**Exercise**
The response must reproduce exactly every line of the material below holding the word "item".

**Given records**
════════

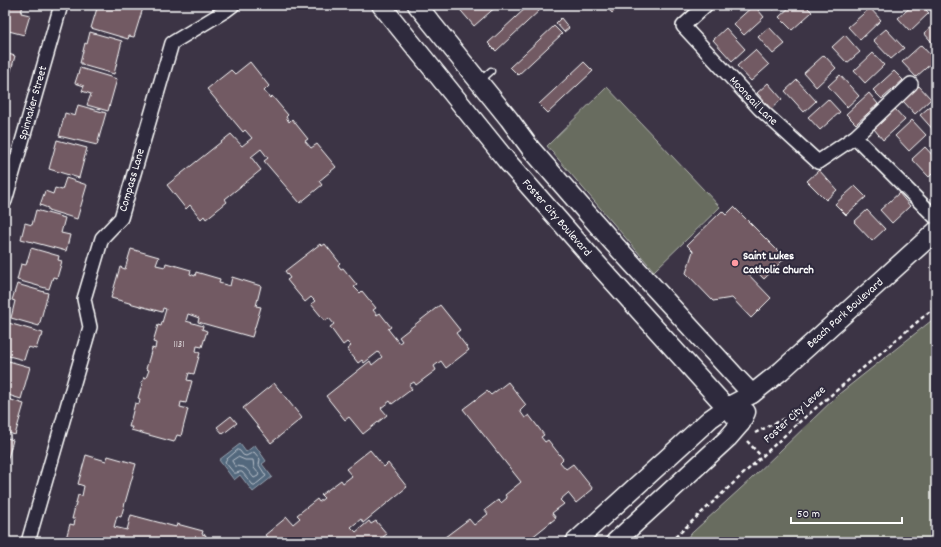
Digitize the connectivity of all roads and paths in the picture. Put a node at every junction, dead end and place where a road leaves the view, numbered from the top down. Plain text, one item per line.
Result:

════════

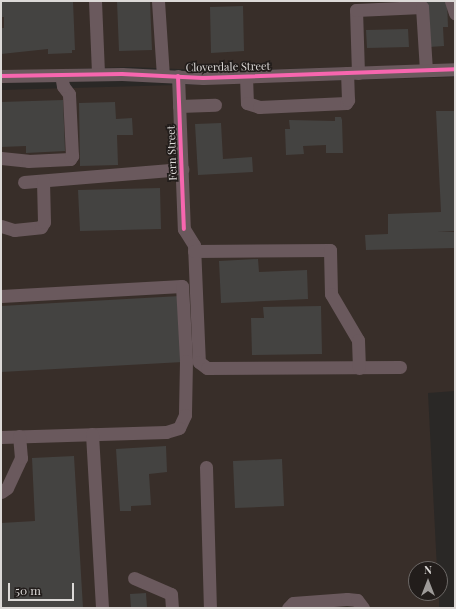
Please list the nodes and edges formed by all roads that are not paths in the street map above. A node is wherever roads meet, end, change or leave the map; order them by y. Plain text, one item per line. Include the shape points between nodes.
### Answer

════════

**Response for this exercise**
Digitize the connectivity of all roads and paths in the picture. Put a node at every junction, dead end and place where a road leaves the view, numbered from the top down. Plain text, one item per line.
Please list the nodes and edges formed by all roads that are not paths in the street map above. A node is wherever roads meet, end, change or leave the map; order them by y. Plain text, one item per line. Include the shape points between nodes.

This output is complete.